**WHAT YOU ARE ASKED TO DO:**
Exactly reproduce the lines from the line that has "ring mcp: (1165, 824)" down to the last line of the entries, inclusive.

Bounding boxes with keypoints

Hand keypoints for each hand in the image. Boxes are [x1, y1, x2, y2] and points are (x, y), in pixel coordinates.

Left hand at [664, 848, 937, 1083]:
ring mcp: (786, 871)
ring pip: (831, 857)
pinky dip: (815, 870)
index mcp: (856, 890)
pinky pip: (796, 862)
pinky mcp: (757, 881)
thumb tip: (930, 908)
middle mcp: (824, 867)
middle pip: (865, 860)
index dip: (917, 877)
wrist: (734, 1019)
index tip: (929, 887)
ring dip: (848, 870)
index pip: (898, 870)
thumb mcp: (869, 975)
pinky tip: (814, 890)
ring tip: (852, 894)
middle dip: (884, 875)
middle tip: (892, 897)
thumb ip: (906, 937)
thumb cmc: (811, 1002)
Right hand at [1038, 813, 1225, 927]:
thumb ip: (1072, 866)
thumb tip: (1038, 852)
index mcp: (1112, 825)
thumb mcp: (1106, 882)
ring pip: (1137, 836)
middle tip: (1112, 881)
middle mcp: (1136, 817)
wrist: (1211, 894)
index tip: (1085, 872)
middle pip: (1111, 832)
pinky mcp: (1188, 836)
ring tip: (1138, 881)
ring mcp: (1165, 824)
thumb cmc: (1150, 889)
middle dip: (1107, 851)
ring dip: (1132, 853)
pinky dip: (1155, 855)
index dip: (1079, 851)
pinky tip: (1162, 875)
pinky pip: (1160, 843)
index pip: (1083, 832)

**RESPONSE TO THE TASK:**
ring mcp: (1165, 824)
thumb cmc: (1150, 889)
middle dip: (1107, 851)
ring dip: (1132, 853)
pinky dip: (1155, 855)
index dip: (1079, 851)
pinky tip: (1162, 875)
pinky pip: (1160, 843)
index pip: (1083, 832)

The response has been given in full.